Central Valley School District’s future crowded
Bond failure complicates Greenacres’ capacity problem
Central Valley School District asked voters last month to approve a $69.6 million construction bond. That initiative was rejected, receiving only 46.77 percent approval. It needed 60 percent to pass.
The bond would have paid for a new elementary school, renovation of outdated schools and expansion of Evergreen Middle School, which would have dealt with the overflow of students coming from Greenacres Middle School.
Greenacres has the capacity for 696 students – more if you include the portable currently on site. It is at capacity with 756 students. At the beginning of the school year, 20 students new to the district were sent from Greenacres toNorth Pines Middle School.
District spokeswoman Melanie Rose said those students have been invited back to Greenacres, but 10 of them chose to stay at North Pines.
Even if the bond had passed, the district would have faced overcrowding at the school next year.
“We’ll have to put some temporary solutions in place as we move forward,” said Superintendent Ben Small. “What those are, we certainly don’t have all the answers yet.”
Those answers won’t come until Small makes a recommendation to the board of directors March 14.
Small said next year could be a challenge in regards to population at Greenacres Middle School. In years past, students new to the district have been overflowed to other middle schools. Next year, students from Greenacres, Liberty Lake and Progress elementary schools may be bused to other middle schools.
“The fifth-graders that we know are coming for this coming fall, we can’t accommodate all of them,” Rose said.
Small said it is still too early to speculate when the district will put another bond before the voters. He also wasn’t ready to infer why the bond failed.
“Any time you need 60 percent there are going to be multiple reasons why we didn’t reach 60 percent,” he said. “For us to just say it’s one reason and then not learn from it is wrong.
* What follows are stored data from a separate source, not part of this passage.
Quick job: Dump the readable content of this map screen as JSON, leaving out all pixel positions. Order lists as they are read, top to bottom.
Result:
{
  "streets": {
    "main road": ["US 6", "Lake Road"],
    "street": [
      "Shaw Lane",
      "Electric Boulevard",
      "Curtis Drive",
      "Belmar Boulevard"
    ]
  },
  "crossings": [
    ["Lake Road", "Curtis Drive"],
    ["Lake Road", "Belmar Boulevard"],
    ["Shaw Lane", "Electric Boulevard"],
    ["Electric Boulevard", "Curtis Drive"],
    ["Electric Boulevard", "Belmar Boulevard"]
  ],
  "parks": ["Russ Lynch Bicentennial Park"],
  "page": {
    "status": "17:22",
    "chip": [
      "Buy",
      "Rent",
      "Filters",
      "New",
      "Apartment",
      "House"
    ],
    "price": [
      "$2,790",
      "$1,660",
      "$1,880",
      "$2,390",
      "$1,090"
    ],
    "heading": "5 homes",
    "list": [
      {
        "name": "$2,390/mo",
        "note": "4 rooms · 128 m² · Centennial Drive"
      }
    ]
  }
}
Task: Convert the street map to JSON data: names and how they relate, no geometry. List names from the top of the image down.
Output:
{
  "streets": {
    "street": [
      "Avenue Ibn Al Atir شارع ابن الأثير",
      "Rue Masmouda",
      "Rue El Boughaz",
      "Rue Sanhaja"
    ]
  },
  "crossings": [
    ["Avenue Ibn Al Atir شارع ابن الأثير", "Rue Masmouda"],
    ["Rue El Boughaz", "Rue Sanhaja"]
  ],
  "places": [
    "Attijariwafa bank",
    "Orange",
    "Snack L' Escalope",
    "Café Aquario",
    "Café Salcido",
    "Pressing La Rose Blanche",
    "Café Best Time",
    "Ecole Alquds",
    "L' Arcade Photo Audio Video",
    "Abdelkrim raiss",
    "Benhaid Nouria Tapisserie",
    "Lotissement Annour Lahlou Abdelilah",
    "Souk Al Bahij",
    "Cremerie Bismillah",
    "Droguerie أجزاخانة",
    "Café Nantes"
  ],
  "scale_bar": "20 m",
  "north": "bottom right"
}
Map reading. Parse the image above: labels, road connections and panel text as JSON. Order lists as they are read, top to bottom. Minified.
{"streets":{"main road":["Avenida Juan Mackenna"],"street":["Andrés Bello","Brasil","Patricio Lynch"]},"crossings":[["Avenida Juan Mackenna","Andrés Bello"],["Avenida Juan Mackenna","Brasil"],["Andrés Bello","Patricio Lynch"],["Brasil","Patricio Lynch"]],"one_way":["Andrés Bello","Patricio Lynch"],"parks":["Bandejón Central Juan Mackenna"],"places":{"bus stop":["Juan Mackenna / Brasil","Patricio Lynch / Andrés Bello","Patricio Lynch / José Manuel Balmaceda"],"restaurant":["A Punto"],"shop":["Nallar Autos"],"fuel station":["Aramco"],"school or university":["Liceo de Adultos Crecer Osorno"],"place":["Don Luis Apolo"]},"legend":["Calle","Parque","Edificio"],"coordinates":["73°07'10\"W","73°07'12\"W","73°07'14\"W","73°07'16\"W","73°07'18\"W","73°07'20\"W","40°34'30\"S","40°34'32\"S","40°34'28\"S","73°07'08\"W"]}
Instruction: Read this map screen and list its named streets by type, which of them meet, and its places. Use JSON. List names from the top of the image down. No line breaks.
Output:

The thing that we do know is that this was not a failure because of any area or district, so you couldn’t look to the Ponderosa district and say it failed there. It was a districtwide issue. It wasn’t just one side of the district or the other.”
Small said that the district has not made plans for community input.
“There’s nothing planned right now,” he said. “But you can be assured of this: It’s a community-based plan that involved our community heavily and we are going to move forward in that same transparent way with community involvement that we did last time. I think it’s really important for us to stick to those principles.”